Some statistical and dynamical properties of turbulence in the oceanic pycnocline

Abstract

Statistics of turbulence length scales in individual mixing patches are used to describe the nature of mixing in the oceanic pycnocline near steep bottom topography. The majority of the observed mixing events can be explained with the conventional ideas of shear‐driven turbulence. The statistics of some large patches, however, deviate substantially from expected values, suggesting that there is at least one other significant source of turbulent kinetic energy besides small‐scale shear production. On the basis of inertial subrange energy arguments, it is proposed that the overturning seen in these events is a release of potential energy to kinetic energy which is consistent with advective instability in a finite‐amplitude internal wave field.
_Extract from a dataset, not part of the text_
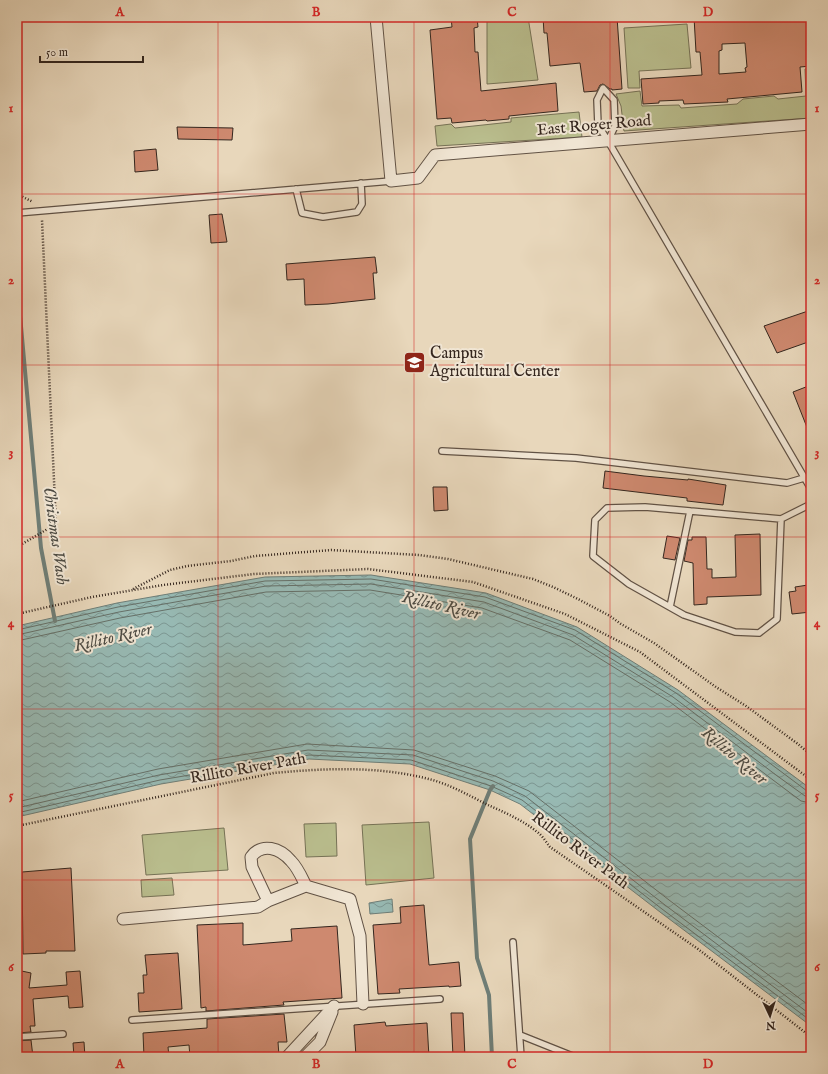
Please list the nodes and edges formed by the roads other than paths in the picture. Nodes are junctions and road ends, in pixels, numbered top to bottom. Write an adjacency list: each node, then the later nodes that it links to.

We find that within large turbulent patches the turbulent kinetic energy dissipation rate εr averaged over a region of height r has a lognormal distribution consistent with Kolmogorov's third hypothesis, σ2ln(εr) = A + μ, ln (LP/r), where σ2ln(εr) is the variance of ln (εr); r satisfies LP ≫ r ≫ η; LP is the size of the mixing patch; η is the Kolmogorov scale; A depends on the large‐scale flow field; and μ is the intermittency coefficient, which is found to be approximately 0.4 in large patches. The variance of ln (εr) also depends on the Reynolds number and the characteristic length scales of the mixing patches.